Playboy to remove nudity from magazine

Playboy magazine is to stop featuring nude models in its magazine as part of a redesign in March.

The decision was proposed by Cory Jones, Playboy’s Chief Content Officer, and has the backing of the magazine’s founder Hugh Hefner, reports the New York Times.

Playboy executives think the availability of free pornographic images online means that magazines have lost their shock value and cultural relevance.

“That battle has been fought and won,” said Scott Flanders, Playboy’s chief executive. “You’re now one click away from every sex act imaginable for free. And so it’s just passé at this juncture.”

Above: Hugh Hefner poses with some ‘bunny girls’ in a Playboy club in 1962

The magazine is to adopt a cleaner style and although the images will still feature models in “provocative” poses, the images will be “a little more accessible, a little more intimate”, according to Cory Jones.

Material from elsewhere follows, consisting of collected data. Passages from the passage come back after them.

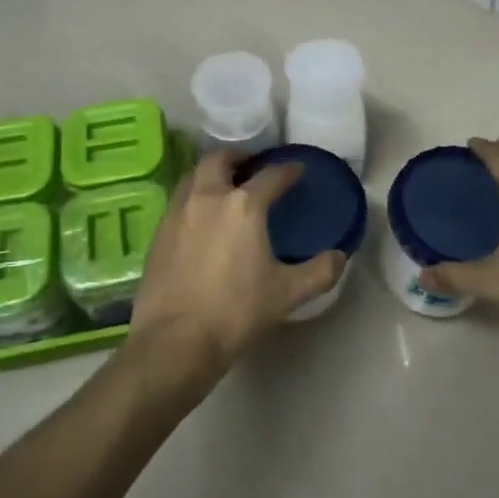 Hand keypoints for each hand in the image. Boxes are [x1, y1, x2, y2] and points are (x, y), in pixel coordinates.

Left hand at [127, 149, 345, 386]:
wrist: (175, 341)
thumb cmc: (236, 312)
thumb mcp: (287, 294)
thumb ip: (319, 272)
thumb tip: (339, 257)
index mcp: (243, 206)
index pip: (271, 176)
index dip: (288, 170)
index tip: (297, 169)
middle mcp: (208, 197)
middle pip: (219, 159)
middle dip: (238, 157)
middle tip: (251, 166)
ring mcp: (178, 213)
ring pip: (194, 176)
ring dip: (211, 174)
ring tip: (224, 187)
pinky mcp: (158, 233)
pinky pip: (179, 201)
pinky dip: (194, 197)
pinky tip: (201, 219) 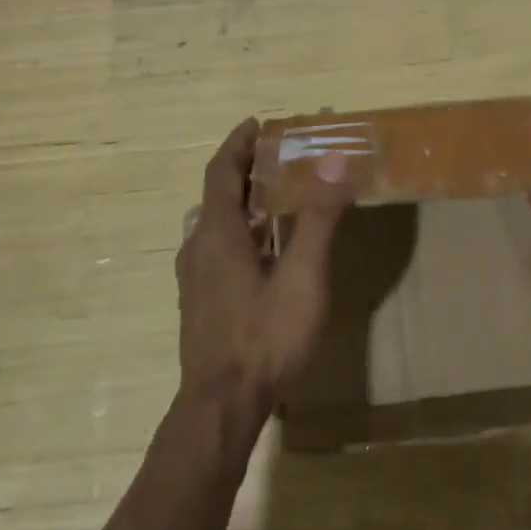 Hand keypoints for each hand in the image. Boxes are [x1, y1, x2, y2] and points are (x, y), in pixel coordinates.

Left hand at [175, 118, 353, 420]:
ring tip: (276, 197)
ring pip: (216, 224)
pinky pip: (218, 248)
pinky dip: (240, 230)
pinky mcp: (201, 302)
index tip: (257, 123)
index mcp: (218, 233)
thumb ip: (318, 217)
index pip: (221, 171)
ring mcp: (195, 278)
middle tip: (278, 157)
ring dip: (243, 202)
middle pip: (218, 195)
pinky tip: (265, 250)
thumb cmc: (265, 336)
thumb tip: (335, 159)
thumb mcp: (303, 275)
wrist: (222, 406)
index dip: (238, 143)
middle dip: (245, 170)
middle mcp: (198, 248)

Much more focus will be given to Playboy’s website, which have already dispensed with nudity.

Playboy bosses said that when nudity was ditched in August last year, the average of readers dropped from 47 to 30. Traffic quadrupled to 16 million users per month.

In contrast, the US edition of the magazine loses about $3m a year. Circulation has dropped from 5.6 million in 1975 to about 800,000 today.

Above: A Playboy party in San Diego, 2015

Despite falling sales, Playboy’s brand is as strong as ever and the company’s logo is one of the most recognisable in the world.

The magazine’s founder and editor-in-chief, 89-year-old Hugh Hefner, owns about 30 per cent of the magazine.